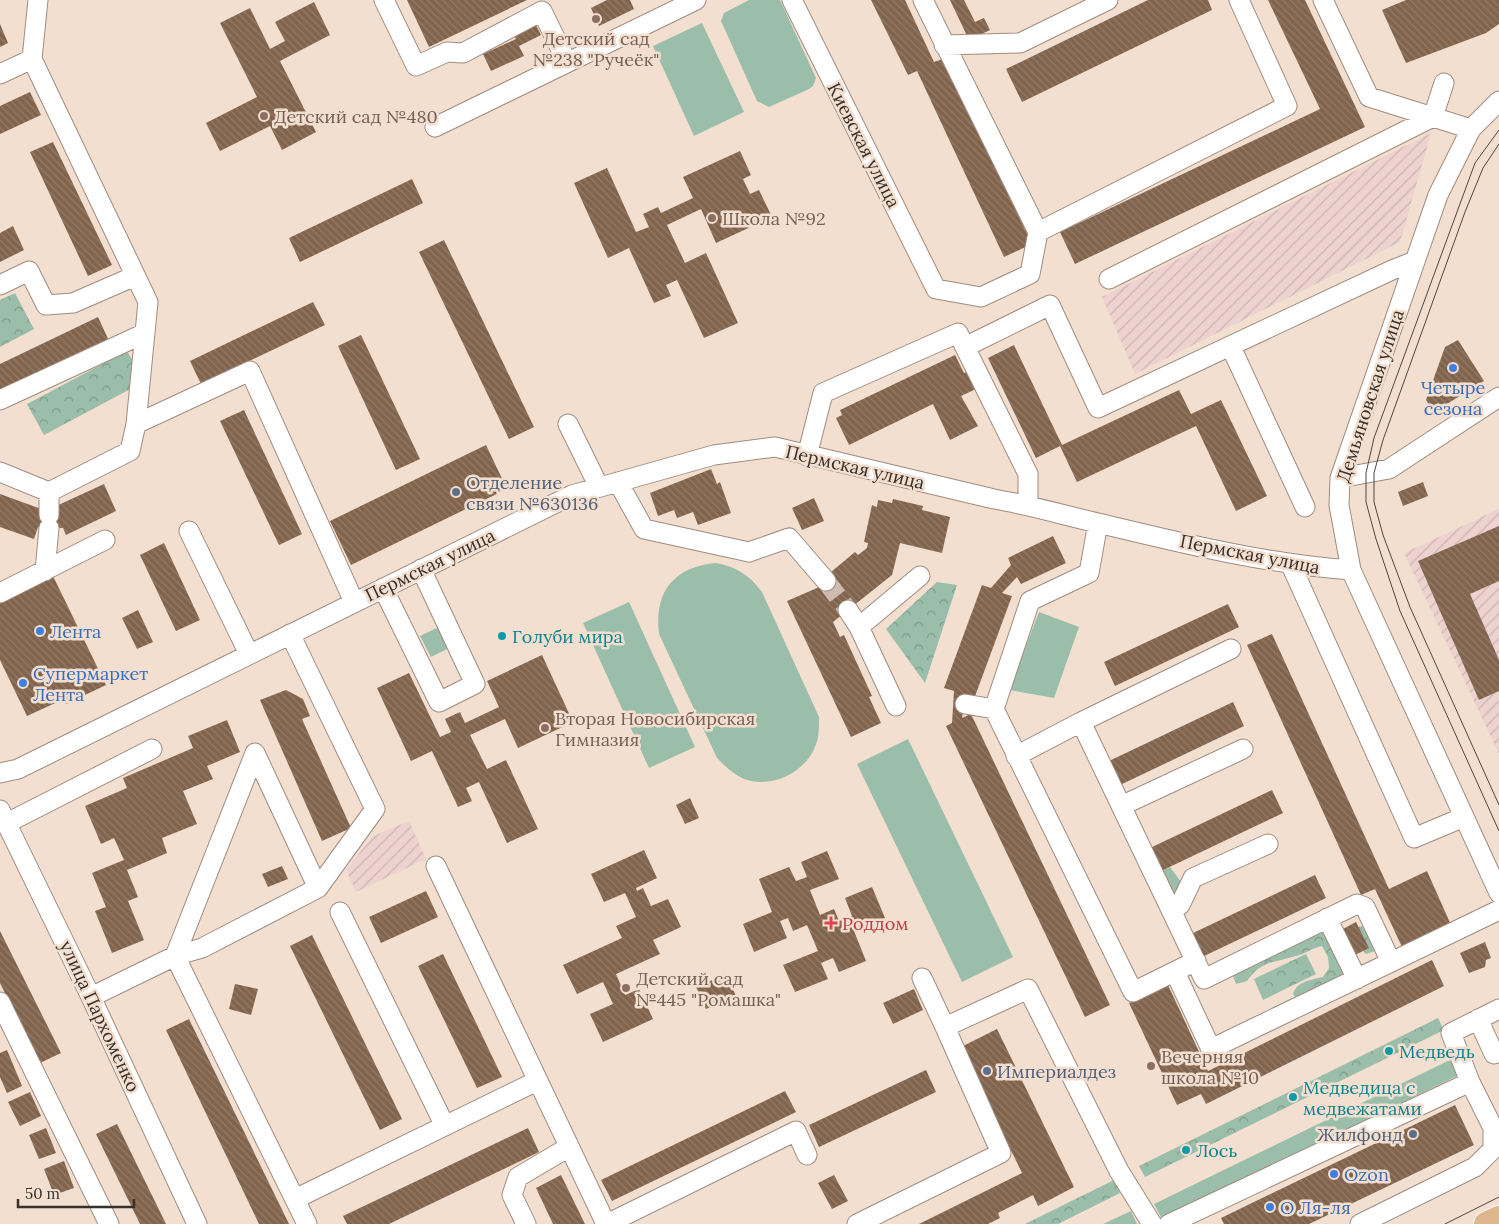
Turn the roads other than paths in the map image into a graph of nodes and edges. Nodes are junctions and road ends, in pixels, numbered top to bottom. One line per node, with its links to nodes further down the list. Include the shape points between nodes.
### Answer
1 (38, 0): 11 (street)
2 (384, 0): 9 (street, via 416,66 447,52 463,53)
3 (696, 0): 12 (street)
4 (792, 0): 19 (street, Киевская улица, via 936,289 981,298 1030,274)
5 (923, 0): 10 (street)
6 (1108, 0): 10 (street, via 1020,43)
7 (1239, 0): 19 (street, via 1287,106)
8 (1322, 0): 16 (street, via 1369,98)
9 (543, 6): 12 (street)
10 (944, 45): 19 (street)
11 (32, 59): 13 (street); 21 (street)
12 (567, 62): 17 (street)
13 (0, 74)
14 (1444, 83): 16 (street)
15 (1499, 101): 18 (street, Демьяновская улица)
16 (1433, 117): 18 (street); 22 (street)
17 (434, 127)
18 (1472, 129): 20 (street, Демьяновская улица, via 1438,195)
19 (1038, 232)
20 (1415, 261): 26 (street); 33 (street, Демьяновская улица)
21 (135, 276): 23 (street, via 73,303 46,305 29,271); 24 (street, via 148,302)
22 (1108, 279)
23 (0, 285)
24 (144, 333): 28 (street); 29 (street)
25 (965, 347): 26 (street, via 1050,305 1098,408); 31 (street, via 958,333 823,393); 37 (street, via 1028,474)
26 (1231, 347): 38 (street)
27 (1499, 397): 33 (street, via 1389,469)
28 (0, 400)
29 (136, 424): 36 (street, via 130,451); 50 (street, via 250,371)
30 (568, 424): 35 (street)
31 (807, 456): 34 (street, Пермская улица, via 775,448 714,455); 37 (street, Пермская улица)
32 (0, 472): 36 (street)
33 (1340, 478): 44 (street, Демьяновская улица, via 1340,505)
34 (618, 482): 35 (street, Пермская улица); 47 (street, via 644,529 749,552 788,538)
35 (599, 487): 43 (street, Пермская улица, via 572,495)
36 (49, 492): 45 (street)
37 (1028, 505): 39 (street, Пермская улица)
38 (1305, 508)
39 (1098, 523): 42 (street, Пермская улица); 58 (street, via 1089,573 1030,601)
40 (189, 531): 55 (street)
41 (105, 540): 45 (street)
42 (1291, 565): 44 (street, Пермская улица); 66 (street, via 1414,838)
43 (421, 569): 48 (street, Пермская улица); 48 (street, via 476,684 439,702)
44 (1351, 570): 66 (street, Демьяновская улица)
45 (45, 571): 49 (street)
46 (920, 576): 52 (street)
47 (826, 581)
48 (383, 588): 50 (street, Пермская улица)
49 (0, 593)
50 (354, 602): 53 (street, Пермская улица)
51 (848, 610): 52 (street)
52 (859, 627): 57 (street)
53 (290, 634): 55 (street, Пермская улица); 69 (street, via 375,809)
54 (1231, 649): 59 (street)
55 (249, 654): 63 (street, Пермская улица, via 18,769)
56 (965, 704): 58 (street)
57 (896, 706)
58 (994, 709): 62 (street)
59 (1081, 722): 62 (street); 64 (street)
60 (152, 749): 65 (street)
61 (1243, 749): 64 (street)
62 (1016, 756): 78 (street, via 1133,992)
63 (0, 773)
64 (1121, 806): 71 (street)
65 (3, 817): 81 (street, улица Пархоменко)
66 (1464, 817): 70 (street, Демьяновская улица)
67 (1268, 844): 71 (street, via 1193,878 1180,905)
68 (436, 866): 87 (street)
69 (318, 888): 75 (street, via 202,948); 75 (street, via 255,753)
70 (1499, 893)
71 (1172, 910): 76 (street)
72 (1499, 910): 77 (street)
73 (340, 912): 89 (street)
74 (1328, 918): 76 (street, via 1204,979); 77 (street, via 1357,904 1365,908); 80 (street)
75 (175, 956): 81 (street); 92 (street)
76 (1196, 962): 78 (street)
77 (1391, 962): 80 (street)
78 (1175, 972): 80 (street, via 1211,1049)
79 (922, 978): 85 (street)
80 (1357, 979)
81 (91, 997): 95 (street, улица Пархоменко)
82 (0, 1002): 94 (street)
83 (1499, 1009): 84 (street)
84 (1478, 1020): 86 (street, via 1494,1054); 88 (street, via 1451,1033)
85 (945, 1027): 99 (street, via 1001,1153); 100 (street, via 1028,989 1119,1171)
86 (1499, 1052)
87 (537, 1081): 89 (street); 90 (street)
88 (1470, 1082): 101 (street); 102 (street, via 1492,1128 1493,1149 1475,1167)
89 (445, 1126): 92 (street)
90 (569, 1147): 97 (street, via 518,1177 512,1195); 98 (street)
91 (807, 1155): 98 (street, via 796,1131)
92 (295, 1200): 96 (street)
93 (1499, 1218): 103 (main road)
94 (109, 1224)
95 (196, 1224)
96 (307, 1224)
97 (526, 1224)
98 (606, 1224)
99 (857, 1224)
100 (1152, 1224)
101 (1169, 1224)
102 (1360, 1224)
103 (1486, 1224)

◇ ◇ ◇

## TASK TO CARRY OUT
Leave out the pictures and copy every record above exactly.

## RESULT
Turn the roads other than paths in the map image into a graph of nodes and edges. Nodes are junctions and road ends, in pixels, numbered top to bottom. One line per node, with its links to nodes further down the list. Include the shape points between nodes.
### Answer
1 (38, 0): 11 (street)
2 (384, 0): 9 (street, via 416,66 447,52 463,53)
3 (696, 0): 12 (street)
4 (792, 0): 19 (street, Киевская улица, via 936,289 981,298 1030,274)
5 (923, 0): 10 (street)
6 (1108, 0): 10 (street, via 1020,43)
7 (1239, 0): 19 (street, via 1287,106)
8 (1322, 0): 16 (street, via 1369,98)
9 (543, 6): 12 (street)
10 (944, 45): 19 (street)
11 (32, 59): 13 (street); 21 (street)
12 (567, 62): 17 (street)
13 (0, 74)
14 (1444, 83): 16 (street)
15 (1499, 101): 18 (street, Демьяновская улица)
16 (1433, 117): 18 (street); 22 (street)
17 (434, 127)
18 (1472, 129): 20 (street, Демьяновская улица, via 1438,195)
19 (1038, 232)
20 (1415, 261): 26 (street); 33 (street, Демьяновская улица)
21 (135, 276): 23 (street, via 73,303 46,305 29,271); 24 (street, via 148,302)
22 (1108, 279)
23 (0, 285)
24 (144, 333): 28 (street); 29 (street)
25 (965, 347): 26 (street, via 1050,305 1098,408); 31 (street, via 958,333 823,393); 37 (street, via 1028,474)
26 (1231, 347): 38 (street)
27 (1499, 397): 33 (street, via 1389,469)
28 (0, 400)
29 (136, 424): 36 (street, via 130,451); 50 (street, via 250,371)
30 (568, 424): 35 (street)
31 (807, 456): 34 (street, Пермская улица, via 775,448 714,455); 37 (street, Пермская улица)
32 (0, 472): 36 (street)
33 (1340, 478): 44 (street, Демьяновская улица, via 1340,505)
34 (618, 482): 35 (street, Пермская улица); 47 (street, via 644,529 749,552 788,538)
35 (599, 487): 43 (street, Пермская улица, via 572,495)
36 (49, 492): 45 (street)
37 (1028, 505): 39 (street, Пермская улица)
38 (1305, 508)
39 (1098, 523): 42 (street, Пермская улица); 58 (street, via 1089,573 1030,601)
40 (189, 531): 55 (street)
41 (105, 540): 45 (street)
42 (1291, 565): 44 (street, Пермская улица); 66 (street, via 1414,838)
43 (421, 569): 48 (street, Пермская улица); 48 (street, via 476,684 439,702)
44 (1351, 570): 66 (street, Демьяновская улица)
45 (45, 571): 49 (street)
46 (920, 576): 52 (street)
47 (826, 581)
48 (383, 588): 50 (street, Пермская улица)
49 (0, 593)
50 (354, 602): 53 (street, Пермская улица)
51 (848, 610): 52 (street)
52 (859, 627): 57 (street)
53 (290, 634): 55 (street, Пермская улица); 69 (street, via 375,809)
54 (1231, 649): 59 (street)
55 (249, 654): 63 (street, Пермская улица, via 18,769)
56 (965, 704): 58 (street)
57 (896, 706)
58 (994, 709): 62 (street)
59 (1081, 722): 62 (street); 64 (street)
60 (152, 749): 65 (street)
61 (1243, 749): 64 (street)
62 (1016, 756): 78 (street, via 1133,992)
63 (0, 773)
64 (1121, 806): 71 (street)
65 (3, 817): 81 (street, улица Пархоменко)
66 (1464, 817): 70 (street, Демьяновская улица)
67 (1268, 844): 71 (street, via 1193,878 1180,905)
68 (436, 866): 87 (street)
69 (318, 888): 75 (street, via 202,948); 75 (street, via 255,753)
70 (1499, 893)
71 (1172, 910): 76 (street)
72 (1499, 910): 77 (street)
73 (340, 912): 89 (street)
74 (1328, 918): 76 (street, via 1204,979); 77 (street, via 1357,904 1365,908); 80 (street)
75 (175, 956): 81 (street); 92 (street)
76 (1196, 962): 78 (street)
77 (1391, 962): 80 (street)
78 (1175, 972): 80 (street, via 1211,1049)
79 (922, 978): 85 (street)
80 (1357, 979)
81 (91, 997): 95 (street, улица Пархоменко)
82 (0, 1002): 94 (street)
83 (1499, 1009): 84 (street)
84 (1478, 1020): 86 (street, via 1494,1054); 88 (street, via 1451,1033)
85 (945, 1027): 99 (street, via 1001,1153); 100 (street, via 1028,989 1119,1171)
86 (1499, 1052)
87 (537, 1081): 89 (street); 90 (street)
88 (1470, 1082): 101 (street); 102 (street, via 1492,1128 1493,1149 1475,1167)
89 (445, 1126): 92 (street)
90 (569, 1147): 97 (street, via 518,1177 512,1195); 98 (street)
91 (807, 1155): 98 (street, via 796,1131)
92 (295, 1200): 96 (street)
93 (1499, 1218): 103 (main road)
94 (109, 1224)
95 (196, 1224)
96 (307, 1224)
97 (526, 1224)
98 (606, 1224)
99 (857, 1224)
100 (1152, 1224)
101 (1169, 1224)
102 (1360, 1224)
103 (1486, 1224)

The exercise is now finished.